Data extracted from a collection:
== Segment start ==
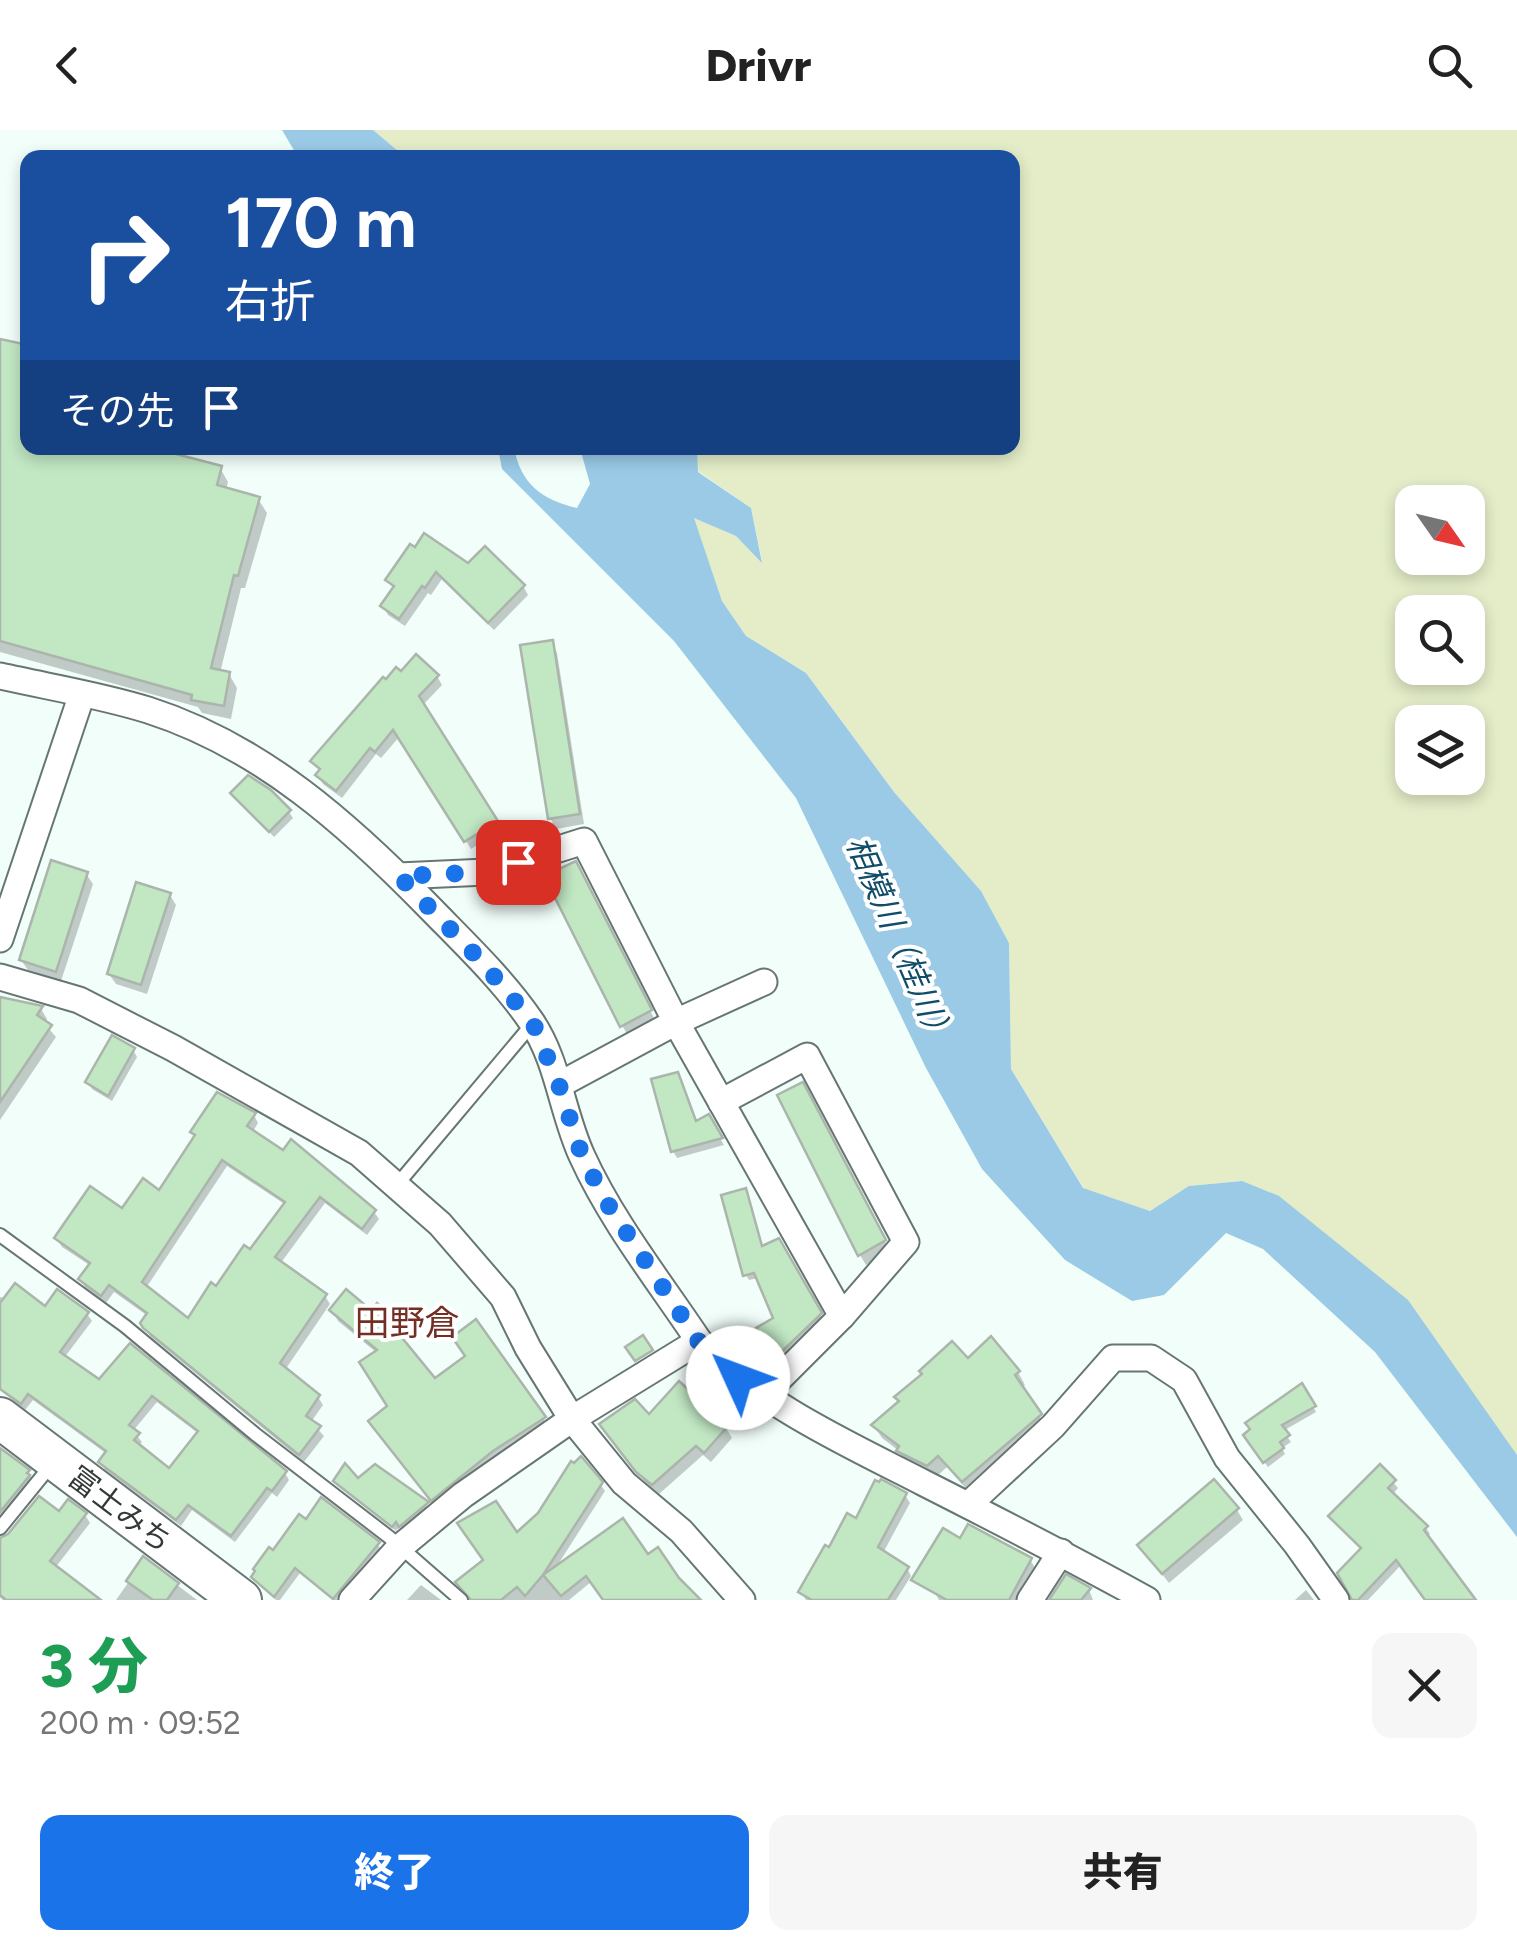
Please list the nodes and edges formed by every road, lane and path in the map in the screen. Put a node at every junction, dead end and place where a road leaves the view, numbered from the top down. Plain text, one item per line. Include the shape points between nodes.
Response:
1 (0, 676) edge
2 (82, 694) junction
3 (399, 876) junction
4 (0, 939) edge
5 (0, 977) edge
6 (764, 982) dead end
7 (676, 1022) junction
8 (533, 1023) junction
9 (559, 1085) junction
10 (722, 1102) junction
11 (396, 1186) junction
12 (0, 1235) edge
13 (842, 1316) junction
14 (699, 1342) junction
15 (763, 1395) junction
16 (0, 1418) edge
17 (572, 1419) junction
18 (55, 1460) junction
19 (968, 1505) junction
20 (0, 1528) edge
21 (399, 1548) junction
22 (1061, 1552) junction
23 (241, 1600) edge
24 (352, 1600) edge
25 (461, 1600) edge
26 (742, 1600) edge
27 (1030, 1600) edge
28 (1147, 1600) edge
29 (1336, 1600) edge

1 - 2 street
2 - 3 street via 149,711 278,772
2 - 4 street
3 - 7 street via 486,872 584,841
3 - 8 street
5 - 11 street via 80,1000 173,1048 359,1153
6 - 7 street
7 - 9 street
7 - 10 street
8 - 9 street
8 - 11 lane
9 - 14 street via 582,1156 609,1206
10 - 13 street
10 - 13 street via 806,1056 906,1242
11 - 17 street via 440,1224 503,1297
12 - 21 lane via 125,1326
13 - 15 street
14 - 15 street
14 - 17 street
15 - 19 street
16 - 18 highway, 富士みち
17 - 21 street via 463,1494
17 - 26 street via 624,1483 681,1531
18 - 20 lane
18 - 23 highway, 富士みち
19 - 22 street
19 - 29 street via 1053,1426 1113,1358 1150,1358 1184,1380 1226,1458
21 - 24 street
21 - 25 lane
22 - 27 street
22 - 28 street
== Segment end ==
§ **TO DO**: Write the records out again verbatim and omit the pictures they contain.

§ **ANSWER TO THE EXERCISE**:
Please list the nodes and edges formed by every road, lane and path in the map in the screen. Put a node at every junction, dead end and place where a road leaves the view, numbered from the top down. Plain text, one item per line. Include the shape points between nodes.
Response:
1 (0, 676) edge
2 (82, 694) junction
3 (399, 876) junction
4 (0, 939) edge
5 (0, 977) edge
6 (764, 982) dead end
7 (676, 1022) junction
8 (533, 1023) junction
9 (559, 1085) junction
10 (722, 1102) junction
11 (396, 1186) junction
12 (0, 1235) edge
13 (842, 1316) junction
14 (699, 1342) junction
15 (763, 1395) junction
16 (0, 1418) edge
17 (572, 1419) junction
18 (55, 1460) junction
19 (968, 1505) junction
20 (0, 1528) edge
21 (399, 1548) junction
22 (1061, 1552) junction
23 (241, 1600) edge
24 (352, 1600) edge
25 (461, 1600) edge
26 (742, 1600) edge
27 (1030, 1600) edge
28 (1147, 1600) edge
29 (1336, 1600) edge

1 - 2 street
2 - 3 street via 149,711 278,772
2 - 4 street
3 - 7 street via 486,872 584,841
3 - 8 street
5 - 11 street via 80,1000 173,1048 359,1153
6 - 7 street
7 - 9 street
7 - 10 street
8 - 9 street
8 - 11 lane
9 - 14 street via 582,1156 609,1206
10 - 13 street
10 - 13 street via 806,1056 906,1242
11 - 17 street via 440,1224 503,1297
12 - 21 lane via 125,1326
13 - 15 street
14 - 15 street
14 - 17 street
15 - 19 street
16 - 18 highway, 富士みち
17 - 21 street via 463,1494
17 - 26 street via 624,1483 681,1531
18 - 20 lane
18 - 23 highway, 富士みち
19 - 22 street
19 - 29 street via 1053,1426 1113,1358 1150,1358 1184,1380 1226,1458
21 - 24 street
21 - 25 lane
22 - 27 street
22 - 28 street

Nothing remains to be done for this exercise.